The Iron Warriors entered the square uncontested, but not unmet. Over fifty thousand souls – scribes, servants, charwomen and the like – had gathered to watch the grimy procession. It was a peculiar parade. The tanks had whispered in, some form of sound-muffling technology masking the advance of even the largest. The Space Marines had followed, marching in perfect lockstep, as silent as cats. Even the heavy artillery gun carriages had been silenced by padding – discarded clothing? – to muffle the noise of the great metal wheels on the cobbles. There were no cheers. Somehow the creeping way the soldiers arrived was worse than a crashing, crowing triumph. 

Worse than the stomach-knotting thought of being conquered was the uncertainty. Even then, we were uncertain whether these troops marched for the Emperor, or for the Warmaster. The kernel of hope made the fear colder in contrast. I do not know what happened to the crowd. Someone, perhaps overwhelmed at the curious quiet, panicked, tried to fill it. The crowd bucked as though vomiting, pushed, cried out, fled. I do not know how or whether – the Iron Warriors reacted. Suddenly there was pressure and sweat, and the stink of urine. I was trampled.

When I awoke, it was to the reverberation of an Astartes' voice, reciting what seemed like a catechism or meditation. I am sure he knew I had awoken. I am told that their senses are finer than the rest of us. If he did not detect the change in my breathing, he might have heard my heartbeat race. 

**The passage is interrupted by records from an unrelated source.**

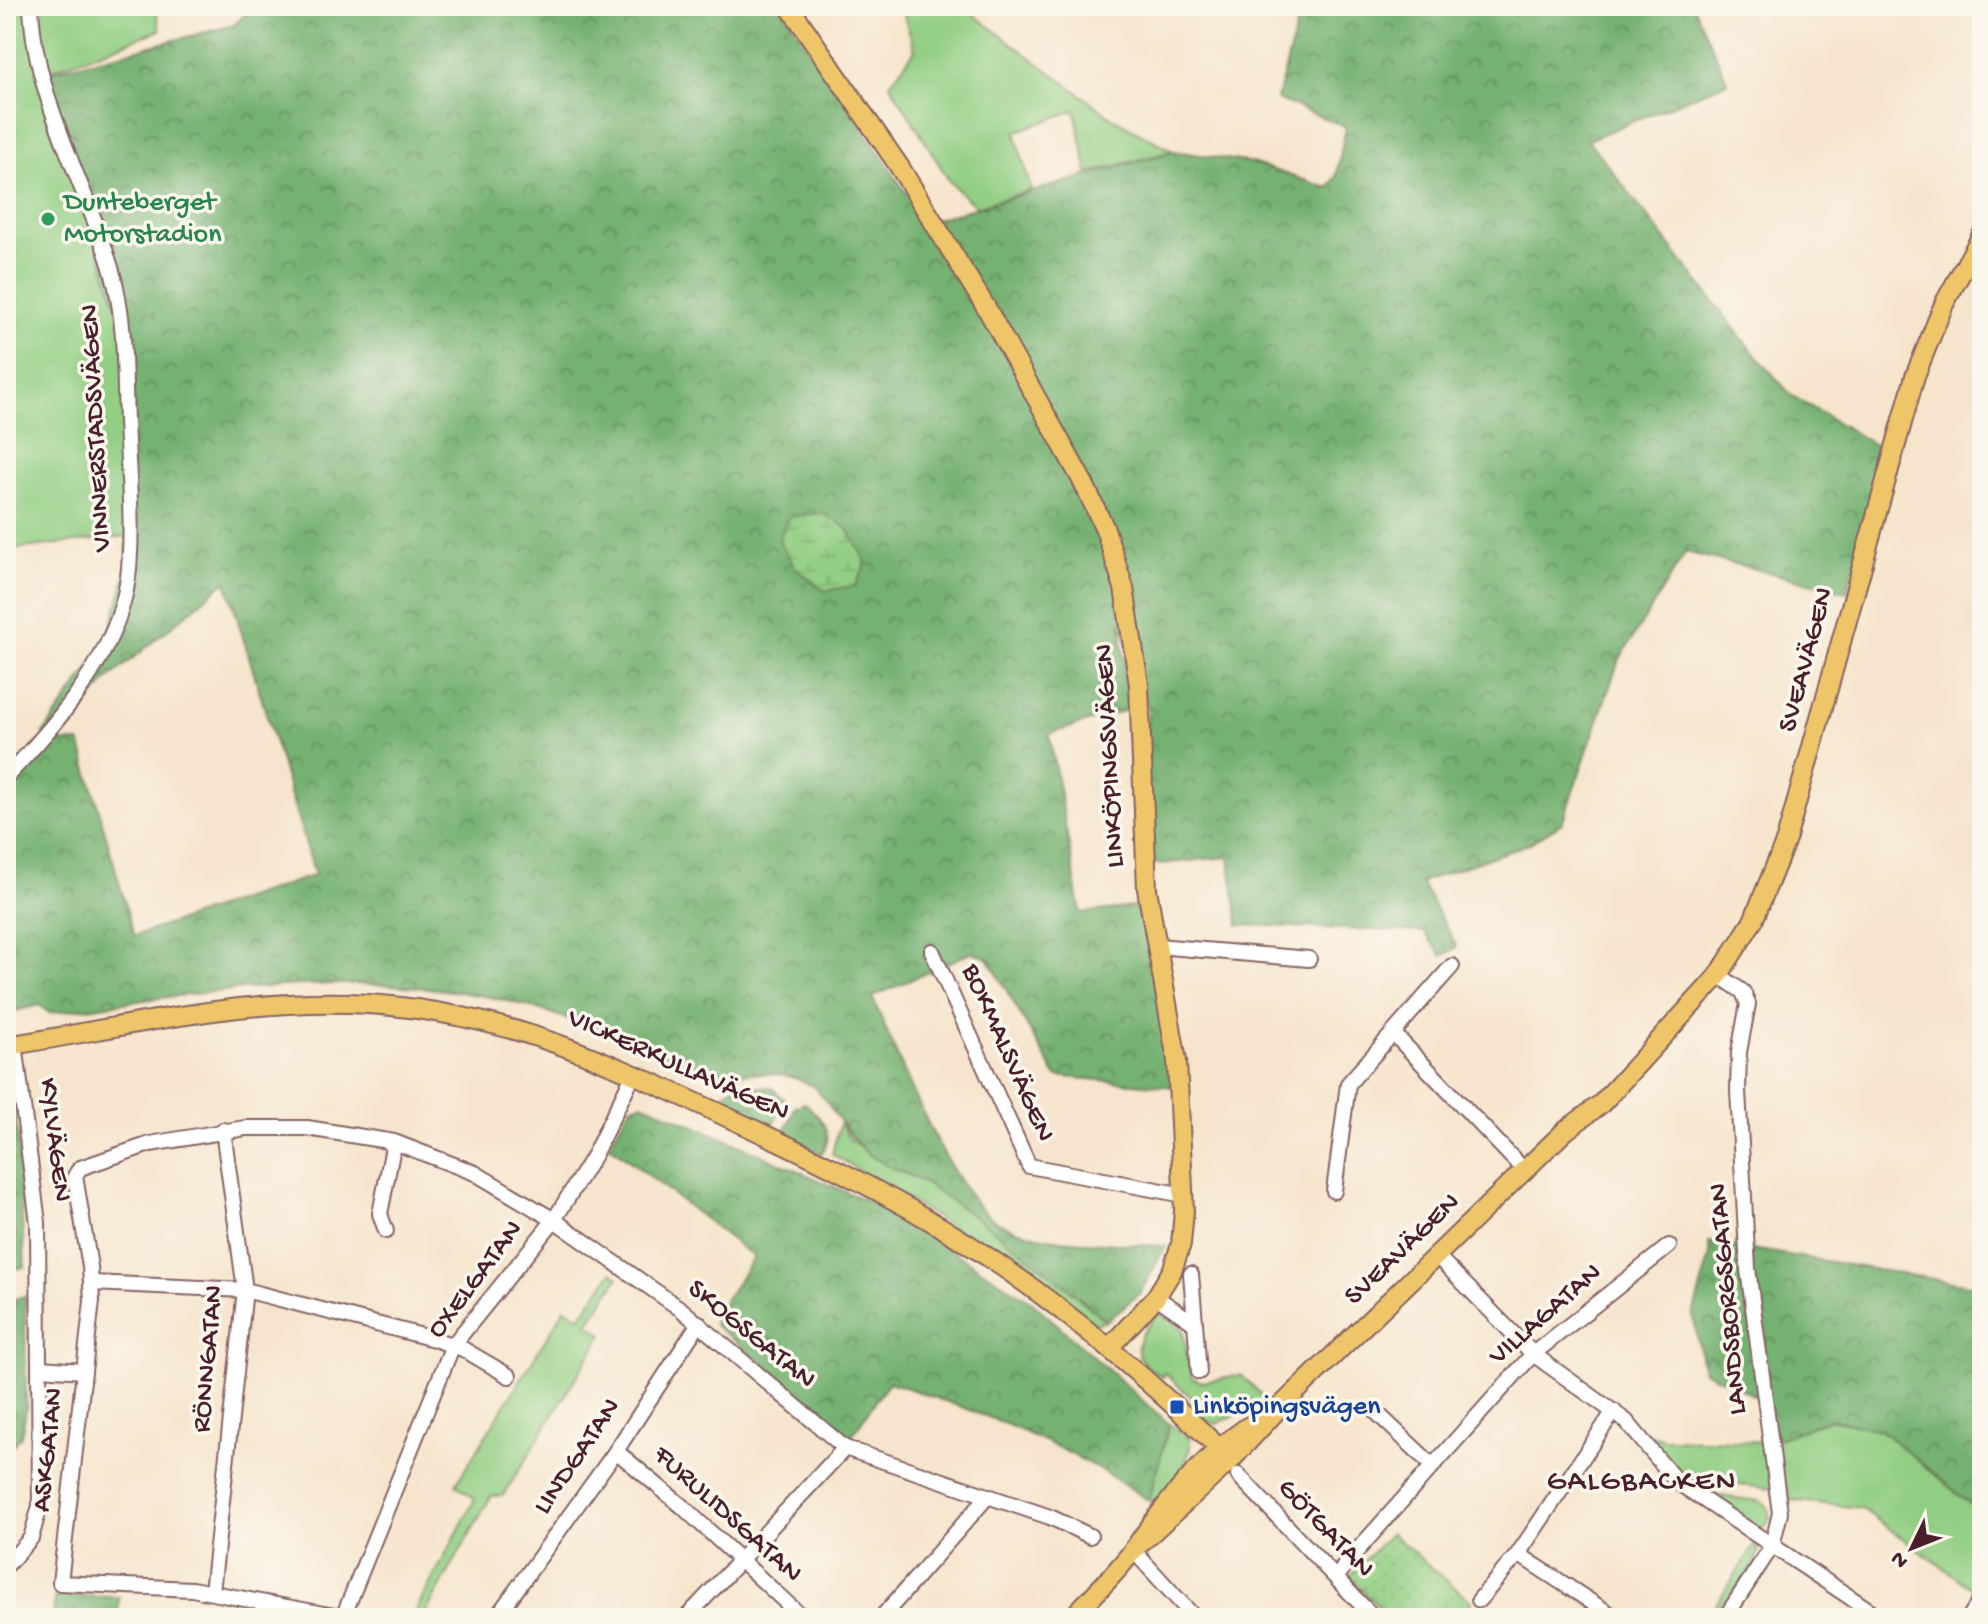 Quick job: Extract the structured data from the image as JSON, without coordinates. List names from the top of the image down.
{
  "streets": {
    "main road": ["SVEAVÄGEN", "LINKÖPINGSVÄGEN", "VICKERKULLAVÄGEN"],
    "street": [
      "VINNERSTADSVÄGEN",
      "BOKMALSVÄGEN",
      "KYLVÄGEN",
      "OXELGATAN",
      "LANDSBORGSGATAN",
      "VILLAGATAN",
      "SKOGSGATAN",
      "RÖNNGATAN",
      "ASKGATAN",
      "LINDGATAN",
      "FURULIDSGATAN",
      "GÖTGATAN"
    ]
  },
  "crossings": [
    ["SVEAVÄGEN", "VICKERKULLAVÄGEN"],
    ["SVEAVÄGEN", "LANDSBORGSGATAN"],
    ["SVEAVÄGEN", "GÖTGATAN"],
    ["LINKÖPINGSVÄGEN", "BOKMALSVÄGEN"],
    ["LINKÖPINGSVÄGEN", "VICKERKULLAVÄGEN"],
    ["VICKERKULLAVÄGEN", "KYLVÄGEN"],
    ["VICKERKULLAVÄGEN", "OXELGATAN"],
    ["VICKERKULLAVÄGEN", "GÖTGATAN"],
    ["KYLVÄGEN", "ASKGATAN"],
    ["OXELGATAN", "SKOGSGATAN"],
    ["VILLAGATAN", "GÖTGATAN"],
    ["SKOGSGATAN", "RÖNNGATAN"],
    ["SKOGSGATAN", "ASKGATAN"],
    ["SKOGSGATAN", "LINDGATAN"],
    ["RÖNNGATAN", "ASKGATAN"],
    ["LINDGATAN", "FURULIDSGATAN"]
  ],
  "districts": ["GALGBACKEN"],
  "places": {
    "other": ["Dunteberget Motorstadion"],
    "transit": ["Linköpingsvägen"]
  },
  "north": "bottom left"
}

'Saramanth, I was there.' Unconfessional, the words had the air of a legal statement, given with little emotion. 'Dheneb, I was there.' The statements were accompanied by the sound of a whetting knife being drawn slowly, repetitively. The scraping was so quiet that my ears, quite unconsciously, began to pick up the myriad other sounds of the trench. The crackle of a smokeless, lightless chem-block fire. Occasional trickles of dust as distant ordnance fired off, setting the hurriedly-dug trench walls trembling. Dead soil settling.

'Tallarn, I was there.' I do not think the litany of planets was for my benefit, though I had heard of scant few he mentioned. Distant worlds, unheralded, unmarked. Certainly none of interest to me. 'Compliance – hm. I was there.' This last campaign was punctuated differently by the Legionary. I could not be sure whether the warrior had coughed, hesitated, or given a mirthless laugh. He paused, and I tensed, and then he continued sharpening his blade, and I relaxed.

Perhaps that is the wrong word.

My name is Kingdom Anatol Charas, and I am a captive.